From the railway bridge, follow the southwest path through Ban Khone Thai and then wind through the paddy fields for 1.7 km (20 minutes’ walk) to Li Phi Falls, paid at the bridge. Also known as Somphamit or Khone Yai Falls, these are a succession of rapids, crashing through a narrow drop of the Mekong. In the wet season, when the rice is green, the area is beautiful; in the dry season, it is scorching. From the main vantage point on a jagged, rocky outcrop, the roar of the water and the sheer volume pumping through is awe inspiring. ‘Phi’ means ghost, a reference, it is believed, to the bodies that floated down the river from the north during the war. It’s best to visit Li Phi around June or July, when all the fishermen are putting out their bamboo fish traps. As the plentiful signs say, these are dangerous waterfalls; do not swim here.

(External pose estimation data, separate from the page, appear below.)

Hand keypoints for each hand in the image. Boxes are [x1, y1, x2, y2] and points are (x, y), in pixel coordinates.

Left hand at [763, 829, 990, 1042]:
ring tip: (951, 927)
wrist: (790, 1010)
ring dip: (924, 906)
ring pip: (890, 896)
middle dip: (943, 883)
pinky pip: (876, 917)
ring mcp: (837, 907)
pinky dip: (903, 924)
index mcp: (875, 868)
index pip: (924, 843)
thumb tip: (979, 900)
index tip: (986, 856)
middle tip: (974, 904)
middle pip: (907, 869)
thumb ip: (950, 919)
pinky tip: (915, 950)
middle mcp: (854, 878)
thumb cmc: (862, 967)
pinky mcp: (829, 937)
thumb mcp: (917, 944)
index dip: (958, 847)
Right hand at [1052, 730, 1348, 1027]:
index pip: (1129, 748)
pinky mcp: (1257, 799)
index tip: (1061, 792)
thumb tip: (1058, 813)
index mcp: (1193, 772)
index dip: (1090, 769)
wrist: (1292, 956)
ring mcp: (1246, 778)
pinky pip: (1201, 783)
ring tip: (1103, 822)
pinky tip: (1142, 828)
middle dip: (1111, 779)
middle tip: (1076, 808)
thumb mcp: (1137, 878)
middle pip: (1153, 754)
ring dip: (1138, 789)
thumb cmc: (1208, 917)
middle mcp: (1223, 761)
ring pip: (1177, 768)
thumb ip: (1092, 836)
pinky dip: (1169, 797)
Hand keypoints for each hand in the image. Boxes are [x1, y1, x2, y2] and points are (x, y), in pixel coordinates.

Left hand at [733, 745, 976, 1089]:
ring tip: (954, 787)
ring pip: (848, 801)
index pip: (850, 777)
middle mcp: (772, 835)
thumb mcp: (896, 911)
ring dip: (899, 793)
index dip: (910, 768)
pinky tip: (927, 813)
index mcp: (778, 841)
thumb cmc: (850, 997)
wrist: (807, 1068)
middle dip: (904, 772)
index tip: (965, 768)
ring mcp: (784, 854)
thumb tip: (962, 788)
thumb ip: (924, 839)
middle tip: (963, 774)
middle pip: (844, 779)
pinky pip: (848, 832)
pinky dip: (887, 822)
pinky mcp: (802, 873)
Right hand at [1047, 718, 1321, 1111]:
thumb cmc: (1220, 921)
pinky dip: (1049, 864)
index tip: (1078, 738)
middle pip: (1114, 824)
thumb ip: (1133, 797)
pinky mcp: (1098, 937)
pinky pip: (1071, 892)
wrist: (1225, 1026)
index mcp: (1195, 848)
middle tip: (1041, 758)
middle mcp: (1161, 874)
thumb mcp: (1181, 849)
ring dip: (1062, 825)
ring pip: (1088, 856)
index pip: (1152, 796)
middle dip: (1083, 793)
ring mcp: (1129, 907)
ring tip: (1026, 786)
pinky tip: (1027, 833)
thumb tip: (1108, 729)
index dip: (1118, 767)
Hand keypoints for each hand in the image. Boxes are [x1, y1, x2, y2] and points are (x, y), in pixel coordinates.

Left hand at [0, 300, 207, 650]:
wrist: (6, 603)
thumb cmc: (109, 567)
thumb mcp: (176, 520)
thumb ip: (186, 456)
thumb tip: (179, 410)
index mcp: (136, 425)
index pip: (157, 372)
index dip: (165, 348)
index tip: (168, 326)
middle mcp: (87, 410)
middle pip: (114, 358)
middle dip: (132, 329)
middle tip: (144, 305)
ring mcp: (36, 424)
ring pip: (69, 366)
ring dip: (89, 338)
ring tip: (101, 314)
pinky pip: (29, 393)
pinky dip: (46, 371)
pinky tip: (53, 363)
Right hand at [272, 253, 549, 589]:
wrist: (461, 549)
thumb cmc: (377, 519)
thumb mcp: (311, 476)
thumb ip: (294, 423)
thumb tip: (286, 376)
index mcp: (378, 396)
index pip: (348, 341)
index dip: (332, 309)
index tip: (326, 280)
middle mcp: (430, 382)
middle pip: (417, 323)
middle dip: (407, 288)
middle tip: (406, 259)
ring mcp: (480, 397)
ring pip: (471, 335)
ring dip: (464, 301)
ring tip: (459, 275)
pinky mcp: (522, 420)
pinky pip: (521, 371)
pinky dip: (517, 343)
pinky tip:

The Mekong, south of Don Khone, is one of the few places in the world where it is possible to see very rare freshwater dolphins. They can be spotted from December to May, from the French pier at the end of the island, not far from the village of Ban Hang Khon. The walk across Don Khone from the railway bridge is some 4 km and bicycles can be hired. (A much better bicycle route is to head north round the tip and down to Flang Khon, 45 minutes; the disused railway bridge is not a comfortable ride for bikes as it’s rocky.) It is more likely, however, to catch a glimpse of the dolphins if you’re in a boat (from Ban Kong Ngay or Ban Hang Khon), as they reside in deep-water pools. There are thought to be 80-120 dolphins. The Laos-Cambodia border transects the dolphin pool and the Lao boatmen Cambodian authorities in order to access the waters in which the dolphins live. Cambodia gets a bit tetchy about these ‘border incursions’ and may, on the odd occasion, deny access.
Khong Phapheng Falls
About 36 km south of Ban Hat Xai Khoune at Ban Thatkho, a road branches off Route 13 towards Khong Phapheng Falls, which roar around the eastern shore of the Mekong for 13 km. One fork of the road leads to a vantage point, where a large wooden structure, built up on stilts, overlooks the cascades for a fantastic head-on view of the falls. When you see the huge volume of white water boiling and surging over the jagged rocks below, it is hard to imagine that there is another 10 km width of river running through the other channels. A path leads down from the viewpoint to the edge of the water, be very careful here. Unsurprisingly, the river is impassable at this juncture. Another road leads down to the bank, 200m away, just above the lip of the falls; at this deceptively tranquil spot, the river is gathering momentum before it plunges over the edge.